Tony Stewart’s elimination from the Chase after the Sunday’s Citizen Soldier 400 at Dover International Speedway confirmed that the veteran’s incredible 2011 title run will be his last.
But yet, after the way Stewart’s last few seasons have gone, 2016 should still be looked upon fondly once the checkered flag waves at Homestead-Miami Speedway.
Stewart’s early exit from his first (and only) experience in the modern, elimination-style Chase implemented by NASCAR in 2014 comes with a bittersweet taste for the Hoosier’s fanbase for a litany of reasons.
First, there’s the fact that it comes just one year after the incredible swan song for Jeff Gordon that saw the veteran make his first Championship 4.
Perhaps the worst part of the elimination, however, is that Stewart looked like a bona fide contender for a stretch during the summer.
Starting with a seventh-place run at Michigan International Speedway in June, Stewart began a spree of strong performances that resulted in a win at Sonoma Raceway, four top 5s and six finishes of 11th or better in a span of eight races.
Stewart, or “Smoke” as he’s known to fans and competitors, followed the hot streak by backpedalling into the Chase with four finishes outside of the top 20, but there was hope that he could turn things around.
Unfortunately for Stewart, that wasn’t the case.
Runs of 16th and 23rd at Chicagoland Speedway and New Hampshire Motor Speedway left Stewart on the outside looking in going into Dover, and Sunday’s 13th-place run did little to remedy the issue.
In the end, Stewart’s No. 14 team regressed at the worst possible time, and it ultimately led to the team’s elimination from the Chase.
Still, Stewart left Delaware proud of his team’s effort.
“I’m pretty excited about our day,” Stewart said. “We were much better than we were yesterday.
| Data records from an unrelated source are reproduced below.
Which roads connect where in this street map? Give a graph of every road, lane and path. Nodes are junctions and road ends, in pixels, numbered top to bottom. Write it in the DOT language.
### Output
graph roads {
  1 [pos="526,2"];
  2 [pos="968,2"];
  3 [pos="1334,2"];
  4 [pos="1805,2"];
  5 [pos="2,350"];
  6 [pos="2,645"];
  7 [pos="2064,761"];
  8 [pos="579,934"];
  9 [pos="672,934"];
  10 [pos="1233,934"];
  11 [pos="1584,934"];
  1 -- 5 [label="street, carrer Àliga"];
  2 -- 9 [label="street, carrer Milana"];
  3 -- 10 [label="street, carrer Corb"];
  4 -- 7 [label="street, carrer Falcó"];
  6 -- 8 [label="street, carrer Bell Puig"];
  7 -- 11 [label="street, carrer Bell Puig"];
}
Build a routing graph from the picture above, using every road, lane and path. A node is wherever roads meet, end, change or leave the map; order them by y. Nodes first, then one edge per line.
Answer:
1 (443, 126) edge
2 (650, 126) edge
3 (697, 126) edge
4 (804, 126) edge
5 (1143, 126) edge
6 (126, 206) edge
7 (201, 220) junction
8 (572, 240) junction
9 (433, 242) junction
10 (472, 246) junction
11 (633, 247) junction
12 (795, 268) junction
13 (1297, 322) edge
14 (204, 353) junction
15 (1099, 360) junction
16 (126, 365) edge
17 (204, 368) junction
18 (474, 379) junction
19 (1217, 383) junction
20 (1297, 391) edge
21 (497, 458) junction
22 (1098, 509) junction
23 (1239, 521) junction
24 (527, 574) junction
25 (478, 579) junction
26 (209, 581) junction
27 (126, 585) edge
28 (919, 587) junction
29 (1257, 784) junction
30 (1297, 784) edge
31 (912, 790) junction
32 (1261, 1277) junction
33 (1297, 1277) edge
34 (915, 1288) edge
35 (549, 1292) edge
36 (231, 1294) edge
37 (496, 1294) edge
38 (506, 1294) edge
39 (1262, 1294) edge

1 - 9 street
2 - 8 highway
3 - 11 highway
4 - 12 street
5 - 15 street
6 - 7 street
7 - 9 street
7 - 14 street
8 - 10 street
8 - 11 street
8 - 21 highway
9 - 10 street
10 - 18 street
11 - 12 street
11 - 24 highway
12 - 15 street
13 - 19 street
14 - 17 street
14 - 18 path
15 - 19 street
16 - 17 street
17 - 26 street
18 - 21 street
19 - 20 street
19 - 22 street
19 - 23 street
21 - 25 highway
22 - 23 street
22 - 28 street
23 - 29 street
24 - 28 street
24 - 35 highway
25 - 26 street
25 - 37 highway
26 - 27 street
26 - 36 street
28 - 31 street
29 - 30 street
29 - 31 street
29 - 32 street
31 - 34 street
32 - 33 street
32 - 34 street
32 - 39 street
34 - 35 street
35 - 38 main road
Really proud of our team. We kept making it better all day. That is good as we had.”
In the end, fans should leave 2016 proud of the No. 14 team’s effort, too.
Expectations weren’t high for Stewart entering the year, and rightfully so.
The three-time NSCS champion entered the season following the worst year of his career in 2015 – a dreadful season that conceded only three top 10s and an average finish of 24.8.
The seasons before 2015? Well, let’s just say they weren’t pretty, either.
2013 marked the first year with the Gen-6 body, and Stewart was able to manage the new car well enough for a victory at Dover, but an injury in a sprint car accident during the summer stretch left Stewart out of the car after 21 races.
Stewart returned in 2014, but the season was marred by the infamous accident at Canandaigua Speedway that left him out of the car for three weeks and made his future uncertain.
Just five years removed from a five-win 2011 Chase that saw Stewart claim his first championship for his own Stewart-Haas Racing team, the veteran entered his final year with low expectations and a rookie crew chief in Mike Bugarevicz.
Then, there was the injury.
Stewart missed the first eight racea of 2016 after sustaining a lower back injury shortly before the season-opening Daytona 500, shortening his final season.
Given all of the above, it’s safe to say that Stewart’s return at Richmond International Raceway was met with little optimism for any sort of success.
Yet, with a rookie crew chief and limited time to accomplish it, Stewart found a way. Stewart’s five top 5s through his first 21 starts are as many as he’s earned in any season since the implementation of the Gen-6 body, and his 17.2 average finish was bested only in 2013 (16.1).
The 45-year-old claimed his first win in over three years a Sonoma, and surrounded the win with a group of solid runs that made what seemed like a fluke look like a legitimate playoff berth.
Yes, the playoff berth ultimately ended sooner than fans wanted or expected, but the fact that there was a playoff berth to begin with is something worth celebrating.
Throw in the special moments with Gordon at Indianapolis Motor Speedway and Kevin Harvick at Bristol Motor Speedway, and Stewart’s 2016 presents itself as a surprisingly bright finale to a career littered with a few dark moments.
2016 won’t be the first year that comes to mind for Tony Stewart’s fans. It’ll likely be 2011, if not 2002 or 2005. However, Stewart’s Sprint Cup swan song should ultimately bring more smiles than frowns, and given the tale of the veteran’s past few seasons, that’s all that can be asked.